Since I wasn't really working on the menus for the time being I decided to help the modeling team a little. I was assigned a pretty interesting street lamp. Given two reference images I had to come up with a design and do a low poly model of it. I realized it is really hard to model something that has all rounded edges and try and keep it under 100 polygons. This meant very little detail once the basic shape was done. Since I was so disheartened by the lack of detail in it I decided to do a slightly higher poly version for myself. This ended up being around 1500 polys, but I was able to explore the concept a lot more and I found a design I liked better than my original one.

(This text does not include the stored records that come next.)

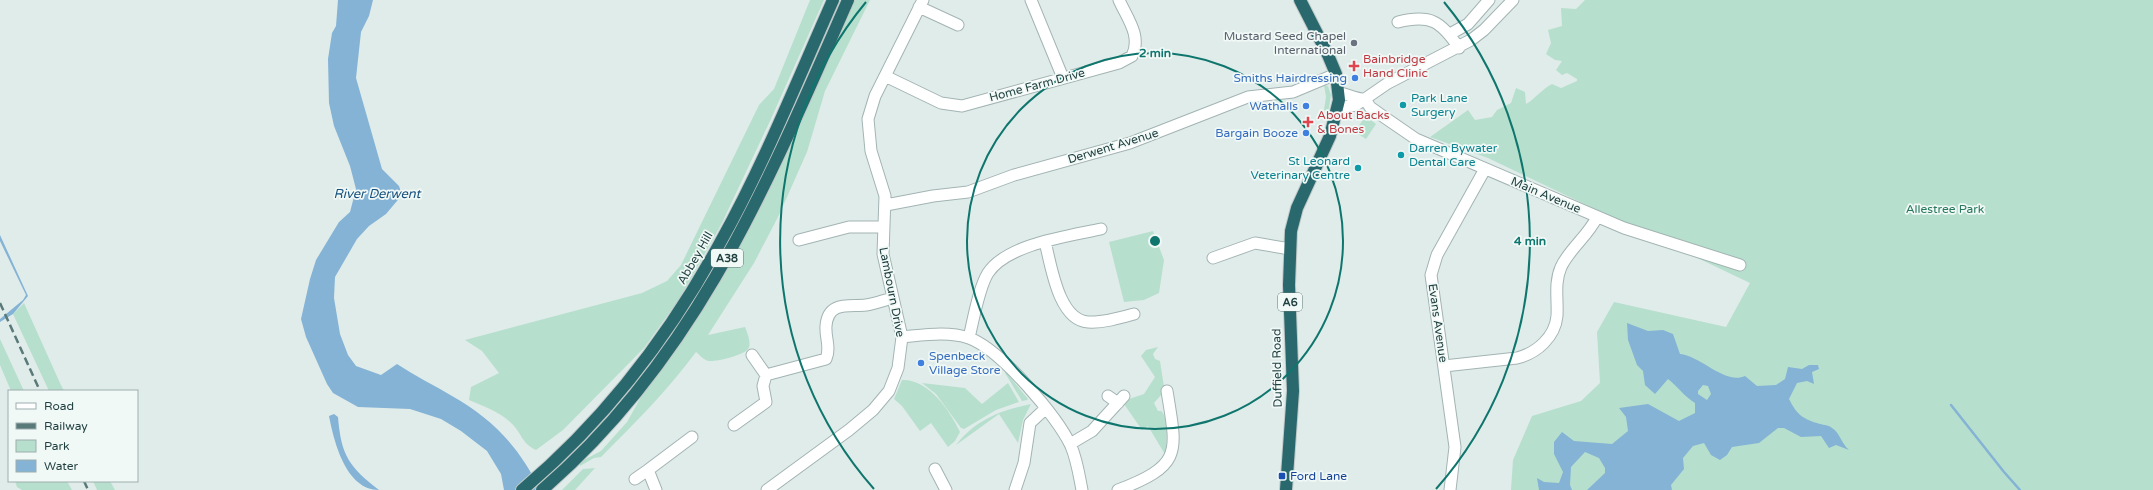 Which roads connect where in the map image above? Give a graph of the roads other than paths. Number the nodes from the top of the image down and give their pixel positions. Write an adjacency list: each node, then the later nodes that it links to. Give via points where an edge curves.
1 (833, 0): 45 (highway, Abbey Hill / A38, via 745,196 669,327 592,424)
2 (848, 0): 46 (highway, A38, via 757,201 707,293 678,338 642,386 604,431)
3 (1031, 0): 15 (street)
4 (1118, 0): 15 (street, Home Farm Drive, via 1136,35 1137,42 1132,56 1119,63)
5 (1300, 0): 13 (highway, Duffield Road / A6)
6 (1489, 0): 11 (street, via 1468,24)
7 (1513, 0): 12 (street, via 1484,30)
8 (921, 3): 10 (street); 14 (street, Lambourn Drive)
9 (1398, 22): 11 (street, via 1426,19 1440,25)
10 (958, 25)
11 (1450, 34): 12 (street)
12 (1459, 48): 17 (street, via 1388,83)
13 (1336, 74): 16 (highway, Duffield Road / A6); 20 (street, Derwent Avenue, via 1293,92 1248,98 1130,143 1014,175 968,192 928,196)
14 (885, 76): 15 (street, Home Farm Drive, via 941,103 954,106); 20 (street, Lambourn Drive, via 870,109 868,127 871,151)
15 (1063, 78)
16 (1339, 93): 17 (street); 18 (highway, Duffield Road / A6)
17 (1365, 99): 18 (street, via 1352,106); 19 (street, Main Avenue, via 1370,107 1415,138)
18 (1339, 108): 26 (highway, Duffield Road / A6, via 1330,136 1297,208 1291,231)
19 (1485, 169): 21 (street, Main Avenue); 34 (street, Evans Avenue, via 1432,270)
20 (886, 205): 22 (street, Lambourn Drive)
21 (1596, 217): 28 (street, Main Avenue); 34 (street, via 1590,231 1566,259 1560,271 1556,290 1556,318 1551,334 1543,344 1529,354 1517,358)
22 (883, 227): 24 (street, via 849,227); 29 (street, Lambourn Drive, via 883,254)
23 (1101, 229): 25 (street)
24 (798, 240)
25 (1045, 242): 30 (street, via 1061,298 1073,316 1087,322); 32 (street, via 1004,258 988,273)
26 (1290, 249): 27 (street, via 1255,243); 53 (highway, Duffield Road / A6, via 1293,391)
27 (1213, 258)
28 (1740, 265)
29 (893, 298): 31 (street, Lambourn Drive); 35 (street, via 867,305 839,306 830,314 826,324 829,348 826,359)
30 (1134, 314)
31 (902, 337): 32 (street, via 946,334); 48 (street, Lambourn Drive, via 898,368 882,401 849,430)
32 (969, 338): 38 (street, via 990,349 1015,372)
33 (752, 355): 35 (street)
34 (1444, 366): 54 (street, Evans Avenue, via 1455,447)
35 (766, 376): 39 (street, via 763,386 766,402)
36 (1108, 396): 41 (street, via 1121,400 1092,431)
37 (1165, 397): 52 (street, via 1174,441 1168,462 1144,479)
38 (1045, 409): 41 (street); 50 (street, via 1030,424 1024,463)
39 (734, 425)
40 (692, 437): 43 (street)
41 (1070, 444): 51 (street)
42 (935, 469): 49 (street)
43 (648, 470): 44 (street); 47 (street)
44 (635, 479)
45 (522, 490)
46 (542, 490)
47 (656, 490)
48 (766, 490)
49 (946, 490)
50 (1015, 490)
51 (1082, 490)
52 (1118, 490)
53 (1286, 490)
54 (1450, 490)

Here are the reference images I was given:

This was the original composite reference I made t get started:


And this is what I came up with for my higher poly model:

The texture is just a sub-object material I put on so I could see the different elements better. I might add more on to this at a later date, but for now I am done with it. It served its purpose in helping me visualize what I wanted the very low poly version to look like.

That's all I have for now!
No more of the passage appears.